Required action —
How many lines in the data hold the string "dead"? State the number alone.

::::

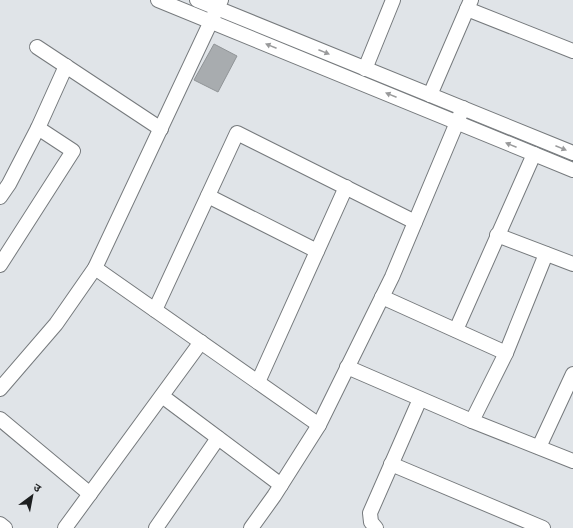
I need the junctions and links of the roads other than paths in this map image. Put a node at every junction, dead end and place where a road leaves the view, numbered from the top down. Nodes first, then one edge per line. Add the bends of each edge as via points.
1 (158, 0) edge
2 (197, 0) edge
3 (393, 0) edge
4 (220, 4) edge
5 (469, 5) edge
6 (211, 21) junction
7 (37, 47) dead end
8 (573, 51) edge
9 (66, 66) junction
10 (365, 68) junction
11 (430, 95) junction
12 (463, 108) junction
13 (457, 123) junction
14 (38, 128) junction
15 (161, 129) junction
16 (573, 153) edge
17 (534, 154) junction
18 (573, 170) edge
19 (346, 187) junction
20 (208, 196) junction
21 (0, 197) edge
22 (415, 222) junction
23 (497, 235) junction
24 (317, 251) junction
25 (546, 254) junction
26 (573, 264) edge
27 (0, 265) edge
28 (95, 268) junction
29 (382, 297) junction
30 (155, 310) junction
31 (456, 330) junction
32 (201, 342) junction
33 (506, 352) junction
34 (347, 367) junction
35 (573, 374) edge
36 (258, 382) junction
37 (0, 389) edge
38 (162, 396) junction
39 (420, 399) junction
40 (0, 419) edge
41 (472, 421) junction
42 (319, 425) junction
43 (218, 438) junction
44 (538, 447) junction
45 (573, 461) edge
46 (391, 464) junction
47 (281, 485) junction
48 (90, 494) junction
49 (0, 524) edge
50 (523, 524) edge
51 (5, 528) edge
52 (65, 528) edge
53 (156, 528) edge
54 (251, 528) edge
55 (376, 528) edge
56 (543, 528) edge

1 - 6 street
2 - 4 street
3 - 10 street
4 - 6 street
4 -> 10 street
5 - 8 street
5 - 11 street
13 -> 6 street
6 - 15 street
7 - 9 street
9 - 14 street
9 - 15 street
10 - 11 street
11 - 12 street
12 - 13 street
12 -> 16 street
17 -> 13 street
13 - 22 street
14 - 21 street
14 - 27 street via 73,151
15 - 28 street
17 - 18 street
17 - 23 street
19 - 20 street via 238,133
19 - 22 street
19 - 24 street
20 - 24 street
20 - 30 street
22 - 29 street
23 - 25 street
23 - 31 street
24 - 36 street
25 - 26 street
25 - 33 street
28 - 30 street
28 - 37 street via 56,324
29 - 31 street
29 - 34 street
30 - 32 street
31 - 33 street
32 - 36 street
32 - 38 street
33 - 41 street
34 - 39 street
34 - 42 street
35 - 44 street
36 - 42 street
38 - 43 street
38 - 48 street
39 - 41 street
39 - 46 street
40 - 48 street
41 - 44 street
42 - 47 street
43 - 47 street
43 - 53 street
44 - 45 street
46 - 50 street
46 - 55 street via 370,513 371,522
47 - 54 street
48 - 52 street
49 - 51 street
50 - 56 street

::::

Final answer —
2